EXERCISE REQUIREMENTS:
Please count how many lines below contain the word "strokeStyle" and reply with only that number.
■ ■ ■ ■ ■ ■ ■
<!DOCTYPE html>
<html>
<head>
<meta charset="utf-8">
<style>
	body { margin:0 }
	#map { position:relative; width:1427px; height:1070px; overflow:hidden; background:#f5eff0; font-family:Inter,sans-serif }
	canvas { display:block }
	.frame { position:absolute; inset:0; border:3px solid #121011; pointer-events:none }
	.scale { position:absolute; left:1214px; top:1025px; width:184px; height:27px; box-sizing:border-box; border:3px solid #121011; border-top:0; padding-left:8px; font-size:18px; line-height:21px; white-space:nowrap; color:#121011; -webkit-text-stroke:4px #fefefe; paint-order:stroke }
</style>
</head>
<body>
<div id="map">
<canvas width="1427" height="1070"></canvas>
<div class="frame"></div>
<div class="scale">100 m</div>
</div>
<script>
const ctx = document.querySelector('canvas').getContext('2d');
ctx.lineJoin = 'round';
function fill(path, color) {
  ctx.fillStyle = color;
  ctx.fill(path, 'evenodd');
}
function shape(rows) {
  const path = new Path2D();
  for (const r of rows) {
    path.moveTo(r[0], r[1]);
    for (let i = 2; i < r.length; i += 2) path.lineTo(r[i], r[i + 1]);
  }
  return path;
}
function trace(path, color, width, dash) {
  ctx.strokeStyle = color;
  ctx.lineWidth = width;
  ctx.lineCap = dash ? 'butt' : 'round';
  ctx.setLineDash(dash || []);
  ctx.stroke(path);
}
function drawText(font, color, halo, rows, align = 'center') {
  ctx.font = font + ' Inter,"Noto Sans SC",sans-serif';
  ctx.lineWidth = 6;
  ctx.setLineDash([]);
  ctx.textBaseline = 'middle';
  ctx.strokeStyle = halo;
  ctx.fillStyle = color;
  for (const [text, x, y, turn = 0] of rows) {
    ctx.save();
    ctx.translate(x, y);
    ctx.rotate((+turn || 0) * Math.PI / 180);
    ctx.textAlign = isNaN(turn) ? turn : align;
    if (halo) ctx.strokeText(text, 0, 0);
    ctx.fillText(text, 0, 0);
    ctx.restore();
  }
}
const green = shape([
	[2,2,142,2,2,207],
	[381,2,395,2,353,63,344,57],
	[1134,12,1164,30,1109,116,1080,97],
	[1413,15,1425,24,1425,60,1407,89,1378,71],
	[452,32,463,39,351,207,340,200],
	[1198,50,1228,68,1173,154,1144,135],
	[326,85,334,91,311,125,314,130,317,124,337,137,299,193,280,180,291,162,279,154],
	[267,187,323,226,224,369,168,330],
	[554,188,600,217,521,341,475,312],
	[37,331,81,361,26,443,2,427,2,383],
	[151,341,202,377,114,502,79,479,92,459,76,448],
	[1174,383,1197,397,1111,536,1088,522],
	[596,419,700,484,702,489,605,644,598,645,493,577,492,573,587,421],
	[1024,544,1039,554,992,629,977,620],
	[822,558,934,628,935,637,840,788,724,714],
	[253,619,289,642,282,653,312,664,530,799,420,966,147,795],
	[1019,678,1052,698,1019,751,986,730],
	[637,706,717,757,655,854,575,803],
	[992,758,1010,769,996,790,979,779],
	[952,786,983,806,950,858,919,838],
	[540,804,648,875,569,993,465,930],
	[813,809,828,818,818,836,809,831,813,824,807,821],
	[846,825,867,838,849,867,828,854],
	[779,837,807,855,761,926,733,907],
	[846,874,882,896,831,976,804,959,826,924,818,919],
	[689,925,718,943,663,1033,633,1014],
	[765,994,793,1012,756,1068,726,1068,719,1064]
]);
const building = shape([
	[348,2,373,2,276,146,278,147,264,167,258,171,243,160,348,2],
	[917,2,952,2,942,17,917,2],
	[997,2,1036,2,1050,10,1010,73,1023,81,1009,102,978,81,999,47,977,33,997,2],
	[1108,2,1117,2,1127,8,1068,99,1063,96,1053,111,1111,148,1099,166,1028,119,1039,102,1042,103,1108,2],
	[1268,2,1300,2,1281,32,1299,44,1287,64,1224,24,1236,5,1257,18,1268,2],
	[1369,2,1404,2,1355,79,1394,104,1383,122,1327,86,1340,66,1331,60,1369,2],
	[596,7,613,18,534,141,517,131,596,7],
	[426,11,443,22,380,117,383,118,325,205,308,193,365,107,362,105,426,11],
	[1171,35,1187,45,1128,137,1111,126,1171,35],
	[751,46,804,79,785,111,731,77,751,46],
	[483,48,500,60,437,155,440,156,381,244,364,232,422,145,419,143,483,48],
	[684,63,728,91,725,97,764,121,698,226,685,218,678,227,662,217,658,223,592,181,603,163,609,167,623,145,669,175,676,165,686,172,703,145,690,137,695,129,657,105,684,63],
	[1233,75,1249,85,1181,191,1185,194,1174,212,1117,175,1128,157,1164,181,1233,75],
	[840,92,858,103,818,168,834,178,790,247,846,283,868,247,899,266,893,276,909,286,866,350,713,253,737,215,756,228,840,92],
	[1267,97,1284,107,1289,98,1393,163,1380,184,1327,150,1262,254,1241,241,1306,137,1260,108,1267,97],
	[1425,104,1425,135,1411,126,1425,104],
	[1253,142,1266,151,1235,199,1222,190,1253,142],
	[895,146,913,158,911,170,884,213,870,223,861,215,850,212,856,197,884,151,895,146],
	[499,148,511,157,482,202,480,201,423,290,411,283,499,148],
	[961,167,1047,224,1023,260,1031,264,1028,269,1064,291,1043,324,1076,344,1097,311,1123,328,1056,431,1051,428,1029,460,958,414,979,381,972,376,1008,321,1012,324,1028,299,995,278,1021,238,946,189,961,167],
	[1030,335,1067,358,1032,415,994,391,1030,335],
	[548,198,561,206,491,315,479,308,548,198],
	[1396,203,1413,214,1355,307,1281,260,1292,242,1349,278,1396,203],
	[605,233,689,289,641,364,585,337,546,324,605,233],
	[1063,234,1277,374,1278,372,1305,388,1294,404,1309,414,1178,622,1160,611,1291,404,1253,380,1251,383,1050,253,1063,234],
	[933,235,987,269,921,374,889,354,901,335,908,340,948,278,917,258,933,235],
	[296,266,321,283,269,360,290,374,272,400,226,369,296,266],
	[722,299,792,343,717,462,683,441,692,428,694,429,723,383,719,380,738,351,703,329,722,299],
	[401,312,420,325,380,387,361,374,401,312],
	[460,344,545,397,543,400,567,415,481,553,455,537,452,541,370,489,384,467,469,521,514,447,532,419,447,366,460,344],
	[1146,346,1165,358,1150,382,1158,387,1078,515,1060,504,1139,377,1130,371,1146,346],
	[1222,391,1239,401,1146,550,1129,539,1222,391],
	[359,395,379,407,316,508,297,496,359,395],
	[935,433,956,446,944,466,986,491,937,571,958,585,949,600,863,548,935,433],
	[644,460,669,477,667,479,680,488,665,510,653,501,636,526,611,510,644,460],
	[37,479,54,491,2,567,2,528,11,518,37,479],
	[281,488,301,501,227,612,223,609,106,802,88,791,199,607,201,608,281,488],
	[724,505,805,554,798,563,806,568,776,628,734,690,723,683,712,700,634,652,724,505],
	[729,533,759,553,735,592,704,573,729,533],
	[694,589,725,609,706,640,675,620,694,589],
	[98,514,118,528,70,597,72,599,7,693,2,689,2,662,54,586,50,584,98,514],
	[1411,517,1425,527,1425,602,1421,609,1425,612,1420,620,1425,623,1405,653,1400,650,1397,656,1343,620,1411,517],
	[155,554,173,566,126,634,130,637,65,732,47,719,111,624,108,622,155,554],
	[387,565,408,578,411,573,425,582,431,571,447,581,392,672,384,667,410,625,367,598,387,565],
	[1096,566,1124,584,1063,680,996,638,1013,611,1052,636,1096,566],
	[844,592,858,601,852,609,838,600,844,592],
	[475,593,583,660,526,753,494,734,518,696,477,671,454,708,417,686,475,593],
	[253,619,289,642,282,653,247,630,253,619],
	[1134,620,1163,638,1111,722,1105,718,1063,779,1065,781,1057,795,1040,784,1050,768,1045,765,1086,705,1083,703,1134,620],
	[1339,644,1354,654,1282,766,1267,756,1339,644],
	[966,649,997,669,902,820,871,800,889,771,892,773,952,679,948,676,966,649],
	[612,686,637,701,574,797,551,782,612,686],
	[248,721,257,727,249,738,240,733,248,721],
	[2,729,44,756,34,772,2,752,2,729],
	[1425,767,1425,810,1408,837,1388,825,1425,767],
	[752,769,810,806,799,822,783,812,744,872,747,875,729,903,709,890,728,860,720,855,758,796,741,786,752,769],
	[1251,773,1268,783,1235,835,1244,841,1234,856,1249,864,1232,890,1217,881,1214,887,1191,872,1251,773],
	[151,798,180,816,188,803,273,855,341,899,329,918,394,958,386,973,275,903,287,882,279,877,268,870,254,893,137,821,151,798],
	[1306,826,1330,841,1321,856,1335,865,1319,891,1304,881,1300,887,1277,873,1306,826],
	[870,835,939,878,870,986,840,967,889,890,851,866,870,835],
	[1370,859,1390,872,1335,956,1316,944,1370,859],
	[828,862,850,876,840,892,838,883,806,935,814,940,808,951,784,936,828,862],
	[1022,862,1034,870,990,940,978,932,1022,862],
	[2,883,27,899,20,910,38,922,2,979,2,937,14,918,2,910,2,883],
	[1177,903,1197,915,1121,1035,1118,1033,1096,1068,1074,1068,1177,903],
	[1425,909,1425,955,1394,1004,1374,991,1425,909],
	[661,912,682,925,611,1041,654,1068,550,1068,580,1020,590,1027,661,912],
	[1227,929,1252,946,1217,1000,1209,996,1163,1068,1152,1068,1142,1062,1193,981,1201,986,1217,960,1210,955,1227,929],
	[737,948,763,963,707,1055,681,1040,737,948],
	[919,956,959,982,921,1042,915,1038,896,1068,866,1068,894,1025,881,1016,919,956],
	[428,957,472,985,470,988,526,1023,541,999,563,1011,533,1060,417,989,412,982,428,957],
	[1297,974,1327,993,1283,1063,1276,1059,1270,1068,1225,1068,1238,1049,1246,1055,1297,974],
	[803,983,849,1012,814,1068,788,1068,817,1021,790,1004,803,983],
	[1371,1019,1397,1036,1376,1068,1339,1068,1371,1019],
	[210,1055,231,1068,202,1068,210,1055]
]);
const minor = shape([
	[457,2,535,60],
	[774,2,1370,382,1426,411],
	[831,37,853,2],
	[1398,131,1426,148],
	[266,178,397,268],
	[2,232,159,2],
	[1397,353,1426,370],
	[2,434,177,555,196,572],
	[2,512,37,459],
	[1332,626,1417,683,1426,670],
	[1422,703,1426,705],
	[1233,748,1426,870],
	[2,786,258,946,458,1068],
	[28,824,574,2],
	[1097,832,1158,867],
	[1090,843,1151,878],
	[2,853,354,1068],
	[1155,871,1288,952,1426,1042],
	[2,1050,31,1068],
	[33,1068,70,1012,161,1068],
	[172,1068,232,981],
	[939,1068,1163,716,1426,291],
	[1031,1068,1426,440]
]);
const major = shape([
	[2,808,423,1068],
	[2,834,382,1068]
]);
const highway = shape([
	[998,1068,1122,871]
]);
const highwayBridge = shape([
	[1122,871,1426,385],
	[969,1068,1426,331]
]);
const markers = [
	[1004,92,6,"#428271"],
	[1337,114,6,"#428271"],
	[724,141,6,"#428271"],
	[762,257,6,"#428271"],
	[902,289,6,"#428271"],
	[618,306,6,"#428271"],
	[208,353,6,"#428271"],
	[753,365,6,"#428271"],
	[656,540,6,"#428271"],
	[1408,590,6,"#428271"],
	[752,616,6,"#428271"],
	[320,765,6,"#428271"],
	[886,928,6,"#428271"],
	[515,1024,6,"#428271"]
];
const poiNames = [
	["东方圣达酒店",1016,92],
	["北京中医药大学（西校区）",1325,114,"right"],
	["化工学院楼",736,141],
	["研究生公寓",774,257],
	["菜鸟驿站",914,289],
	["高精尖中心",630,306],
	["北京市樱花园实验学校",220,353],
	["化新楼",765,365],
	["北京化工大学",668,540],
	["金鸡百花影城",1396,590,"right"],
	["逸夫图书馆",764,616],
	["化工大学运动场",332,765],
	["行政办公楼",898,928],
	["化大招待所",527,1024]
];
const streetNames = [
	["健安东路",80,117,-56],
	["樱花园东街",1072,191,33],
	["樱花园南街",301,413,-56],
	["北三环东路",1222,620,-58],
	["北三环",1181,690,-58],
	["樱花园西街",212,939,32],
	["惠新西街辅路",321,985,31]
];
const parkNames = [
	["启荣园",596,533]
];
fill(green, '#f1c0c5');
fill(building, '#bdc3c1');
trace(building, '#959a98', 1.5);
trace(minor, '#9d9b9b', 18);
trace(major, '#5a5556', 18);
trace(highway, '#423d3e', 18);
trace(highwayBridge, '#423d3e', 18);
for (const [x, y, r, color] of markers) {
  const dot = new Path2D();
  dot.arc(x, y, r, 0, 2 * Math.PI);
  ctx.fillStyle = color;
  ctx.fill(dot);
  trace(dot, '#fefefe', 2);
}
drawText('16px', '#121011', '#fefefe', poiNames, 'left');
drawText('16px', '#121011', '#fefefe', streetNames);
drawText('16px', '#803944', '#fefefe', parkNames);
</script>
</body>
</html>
■ ■ ■ ■ ■ ■ ■
ANSWER FOR THE TASK:
2